Problem details
Examine the entries and show every line in which the word "General" is found.

Data for this exercise
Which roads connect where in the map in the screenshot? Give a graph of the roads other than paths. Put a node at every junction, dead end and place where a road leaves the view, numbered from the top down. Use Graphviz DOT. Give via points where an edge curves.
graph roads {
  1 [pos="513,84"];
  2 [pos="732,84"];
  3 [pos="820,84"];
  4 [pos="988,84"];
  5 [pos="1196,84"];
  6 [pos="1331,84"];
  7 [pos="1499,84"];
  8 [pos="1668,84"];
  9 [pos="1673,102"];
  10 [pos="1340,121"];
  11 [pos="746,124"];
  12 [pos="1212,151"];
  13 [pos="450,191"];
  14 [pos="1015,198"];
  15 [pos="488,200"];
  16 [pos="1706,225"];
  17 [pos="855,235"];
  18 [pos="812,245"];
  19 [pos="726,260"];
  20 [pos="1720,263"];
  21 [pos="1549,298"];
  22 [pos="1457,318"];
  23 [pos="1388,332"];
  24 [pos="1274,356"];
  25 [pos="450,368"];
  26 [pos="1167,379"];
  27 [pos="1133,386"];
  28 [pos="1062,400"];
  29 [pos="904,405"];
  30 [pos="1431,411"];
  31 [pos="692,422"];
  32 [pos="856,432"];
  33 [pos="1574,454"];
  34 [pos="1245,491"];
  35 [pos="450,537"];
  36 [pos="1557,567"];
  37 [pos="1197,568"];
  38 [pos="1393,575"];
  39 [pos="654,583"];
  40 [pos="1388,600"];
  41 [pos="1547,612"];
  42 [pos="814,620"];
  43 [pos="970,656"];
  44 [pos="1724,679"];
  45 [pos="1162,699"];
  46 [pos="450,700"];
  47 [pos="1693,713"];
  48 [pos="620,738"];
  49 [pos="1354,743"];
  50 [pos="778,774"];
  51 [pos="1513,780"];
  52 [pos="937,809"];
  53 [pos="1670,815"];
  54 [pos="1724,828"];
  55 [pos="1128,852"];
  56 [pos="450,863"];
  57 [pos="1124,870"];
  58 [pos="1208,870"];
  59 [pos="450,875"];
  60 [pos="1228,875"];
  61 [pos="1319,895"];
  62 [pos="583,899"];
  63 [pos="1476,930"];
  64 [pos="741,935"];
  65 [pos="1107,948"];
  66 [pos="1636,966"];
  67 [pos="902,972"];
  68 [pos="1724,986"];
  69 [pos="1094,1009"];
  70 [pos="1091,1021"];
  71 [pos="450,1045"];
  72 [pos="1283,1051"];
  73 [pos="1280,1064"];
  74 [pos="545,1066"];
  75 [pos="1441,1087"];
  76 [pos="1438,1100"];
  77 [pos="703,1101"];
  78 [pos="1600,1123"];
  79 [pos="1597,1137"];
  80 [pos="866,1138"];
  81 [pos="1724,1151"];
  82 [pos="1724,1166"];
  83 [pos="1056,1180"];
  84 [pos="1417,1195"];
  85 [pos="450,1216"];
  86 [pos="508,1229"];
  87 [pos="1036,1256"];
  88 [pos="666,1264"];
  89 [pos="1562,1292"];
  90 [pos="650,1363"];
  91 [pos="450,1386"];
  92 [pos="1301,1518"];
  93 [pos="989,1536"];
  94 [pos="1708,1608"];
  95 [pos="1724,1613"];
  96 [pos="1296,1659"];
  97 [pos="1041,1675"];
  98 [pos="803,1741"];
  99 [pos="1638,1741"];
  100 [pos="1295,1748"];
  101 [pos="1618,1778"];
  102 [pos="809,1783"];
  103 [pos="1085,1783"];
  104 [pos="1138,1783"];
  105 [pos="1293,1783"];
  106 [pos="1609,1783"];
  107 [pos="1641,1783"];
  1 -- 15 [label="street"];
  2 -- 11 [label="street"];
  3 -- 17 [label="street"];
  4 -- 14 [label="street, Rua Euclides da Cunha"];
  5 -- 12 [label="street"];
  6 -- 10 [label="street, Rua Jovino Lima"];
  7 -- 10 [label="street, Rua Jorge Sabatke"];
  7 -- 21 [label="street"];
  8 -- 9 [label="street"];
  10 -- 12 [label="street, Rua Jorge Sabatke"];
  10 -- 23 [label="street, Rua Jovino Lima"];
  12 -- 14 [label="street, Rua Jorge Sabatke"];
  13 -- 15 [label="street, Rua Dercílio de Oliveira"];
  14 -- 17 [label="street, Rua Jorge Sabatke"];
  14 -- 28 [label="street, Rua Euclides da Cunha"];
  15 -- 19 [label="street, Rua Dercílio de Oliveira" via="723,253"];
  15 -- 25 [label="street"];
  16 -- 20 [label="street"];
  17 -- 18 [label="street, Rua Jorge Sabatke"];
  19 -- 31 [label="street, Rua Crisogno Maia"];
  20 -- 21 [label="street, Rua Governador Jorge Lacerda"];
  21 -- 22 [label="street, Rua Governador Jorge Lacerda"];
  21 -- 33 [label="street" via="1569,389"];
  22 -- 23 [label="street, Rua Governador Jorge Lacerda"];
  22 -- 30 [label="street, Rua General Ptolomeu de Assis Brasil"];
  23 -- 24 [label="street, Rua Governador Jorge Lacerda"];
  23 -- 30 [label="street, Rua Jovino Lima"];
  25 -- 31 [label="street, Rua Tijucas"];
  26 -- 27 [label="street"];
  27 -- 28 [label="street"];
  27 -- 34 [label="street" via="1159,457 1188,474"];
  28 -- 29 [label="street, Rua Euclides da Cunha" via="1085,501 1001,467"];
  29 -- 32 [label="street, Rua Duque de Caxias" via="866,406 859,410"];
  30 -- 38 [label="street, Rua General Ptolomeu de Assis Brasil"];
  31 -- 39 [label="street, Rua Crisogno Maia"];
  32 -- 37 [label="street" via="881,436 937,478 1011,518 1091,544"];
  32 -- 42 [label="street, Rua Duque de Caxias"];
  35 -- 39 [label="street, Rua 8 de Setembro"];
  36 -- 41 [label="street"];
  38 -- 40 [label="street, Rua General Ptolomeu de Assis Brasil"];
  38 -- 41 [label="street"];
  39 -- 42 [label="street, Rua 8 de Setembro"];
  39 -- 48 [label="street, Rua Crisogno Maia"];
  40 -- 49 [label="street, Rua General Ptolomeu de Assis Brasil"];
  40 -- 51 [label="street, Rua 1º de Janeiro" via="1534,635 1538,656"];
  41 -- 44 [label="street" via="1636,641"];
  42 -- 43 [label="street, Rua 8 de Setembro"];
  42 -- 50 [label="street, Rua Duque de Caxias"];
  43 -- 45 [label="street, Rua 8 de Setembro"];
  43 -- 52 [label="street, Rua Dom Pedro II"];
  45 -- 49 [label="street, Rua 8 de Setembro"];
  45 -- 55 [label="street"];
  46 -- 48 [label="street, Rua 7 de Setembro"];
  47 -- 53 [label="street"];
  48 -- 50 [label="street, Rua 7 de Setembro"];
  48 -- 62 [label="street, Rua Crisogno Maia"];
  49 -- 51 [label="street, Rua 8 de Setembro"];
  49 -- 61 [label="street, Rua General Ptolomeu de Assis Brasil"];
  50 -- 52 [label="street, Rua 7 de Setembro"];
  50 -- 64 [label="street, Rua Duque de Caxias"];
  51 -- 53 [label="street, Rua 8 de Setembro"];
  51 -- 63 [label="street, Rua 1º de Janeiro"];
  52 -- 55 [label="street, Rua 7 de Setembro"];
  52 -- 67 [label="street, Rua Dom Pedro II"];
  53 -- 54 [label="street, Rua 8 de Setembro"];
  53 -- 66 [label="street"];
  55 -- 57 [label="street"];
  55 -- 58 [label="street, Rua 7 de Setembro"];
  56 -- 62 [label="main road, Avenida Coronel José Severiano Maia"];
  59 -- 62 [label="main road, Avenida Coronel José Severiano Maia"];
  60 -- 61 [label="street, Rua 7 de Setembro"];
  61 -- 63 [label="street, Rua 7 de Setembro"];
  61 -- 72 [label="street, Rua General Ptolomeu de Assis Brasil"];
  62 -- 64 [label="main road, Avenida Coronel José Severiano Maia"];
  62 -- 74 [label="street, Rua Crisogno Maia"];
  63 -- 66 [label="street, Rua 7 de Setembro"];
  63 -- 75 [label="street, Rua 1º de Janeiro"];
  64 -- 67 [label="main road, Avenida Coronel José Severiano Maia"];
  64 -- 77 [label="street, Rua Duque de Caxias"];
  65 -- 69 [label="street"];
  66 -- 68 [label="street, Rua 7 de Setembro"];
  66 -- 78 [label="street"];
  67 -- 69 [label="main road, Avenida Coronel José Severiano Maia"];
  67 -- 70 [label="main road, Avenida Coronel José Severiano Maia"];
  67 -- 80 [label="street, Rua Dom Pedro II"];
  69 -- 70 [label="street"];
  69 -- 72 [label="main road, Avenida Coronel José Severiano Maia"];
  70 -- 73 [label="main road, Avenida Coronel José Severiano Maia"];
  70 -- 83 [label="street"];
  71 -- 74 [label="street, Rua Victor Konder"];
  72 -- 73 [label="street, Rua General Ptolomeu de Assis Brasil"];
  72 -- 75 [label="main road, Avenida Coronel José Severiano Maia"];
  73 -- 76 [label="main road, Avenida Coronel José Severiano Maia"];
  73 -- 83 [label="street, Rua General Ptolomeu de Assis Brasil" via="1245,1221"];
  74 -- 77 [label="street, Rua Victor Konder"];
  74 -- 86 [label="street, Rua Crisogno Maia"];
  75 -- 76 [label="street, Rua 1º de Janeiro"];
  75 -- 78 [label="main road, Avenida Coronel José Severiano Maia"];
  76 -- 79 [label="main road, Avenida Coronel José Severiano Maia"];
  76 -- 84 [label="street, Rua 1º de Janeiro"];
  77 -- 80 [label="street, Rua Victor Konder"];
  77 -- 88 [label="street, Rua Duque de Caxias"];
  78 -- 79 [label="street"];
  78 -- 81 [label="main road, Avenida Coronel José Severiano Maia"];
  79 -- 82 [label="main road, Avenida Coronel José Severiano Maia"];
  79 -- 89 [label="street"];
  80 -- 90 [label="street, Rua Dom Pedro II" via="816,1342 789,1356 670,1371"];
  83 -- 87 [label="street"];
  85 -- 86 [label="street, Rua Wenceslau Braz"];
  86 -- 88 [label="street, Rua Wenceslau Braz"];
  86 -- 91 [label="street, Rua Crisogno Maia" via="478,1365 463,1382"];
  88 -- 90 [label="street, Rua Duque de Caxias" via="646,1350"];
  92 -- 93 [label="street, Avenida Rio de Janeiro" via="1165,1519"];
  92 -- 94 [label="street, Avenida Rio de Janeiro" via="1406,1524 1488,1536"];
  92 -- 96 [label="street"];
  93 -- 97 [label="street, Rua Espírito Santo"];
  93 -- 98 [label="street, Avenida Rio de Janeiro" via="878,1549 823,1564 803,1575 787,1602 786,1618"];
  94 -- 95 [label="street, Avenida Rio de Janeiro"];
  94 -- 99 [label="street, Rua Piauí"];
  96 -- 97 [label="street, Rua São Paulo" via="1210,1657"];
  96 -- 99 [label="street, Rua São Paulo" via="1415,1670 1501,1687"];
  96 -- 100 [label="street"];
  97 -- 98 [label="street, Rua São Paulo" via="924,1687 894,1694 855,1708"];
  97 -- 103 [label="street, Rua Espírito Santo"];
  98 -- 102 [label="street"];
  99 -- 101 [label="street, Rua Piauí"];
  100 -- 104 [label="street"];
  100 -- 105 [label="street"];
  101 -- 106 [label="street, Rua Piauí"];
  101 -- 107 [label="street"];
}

Task result
  22 -- 30 [label="street, Rua General Ptolomeu de Assis Brasil"];
  30 -- 38 [label="street, Rua General Ptolomeu de Assis Brasil"];
  38 -- 40 [label="street, Rua General Ptolomeu de Assis Brasil"];
  40 -- 49 [label="street, Rua General Ptolomeu de Assis Brasil"];
  49 -- 61 [label="street, Rua General Ptolomeu de Assis Brasil"];
  61 -- 72 [label="street, Rua General Ptolomeu de Assis Brasil"];
  72 -- 73 [label="street, Rua General Ptolomeu de Assis Brasil"];
  73 -- 83 [label="street, Rua General Ptolomeu de Assis Brasil" via="1245,1221"];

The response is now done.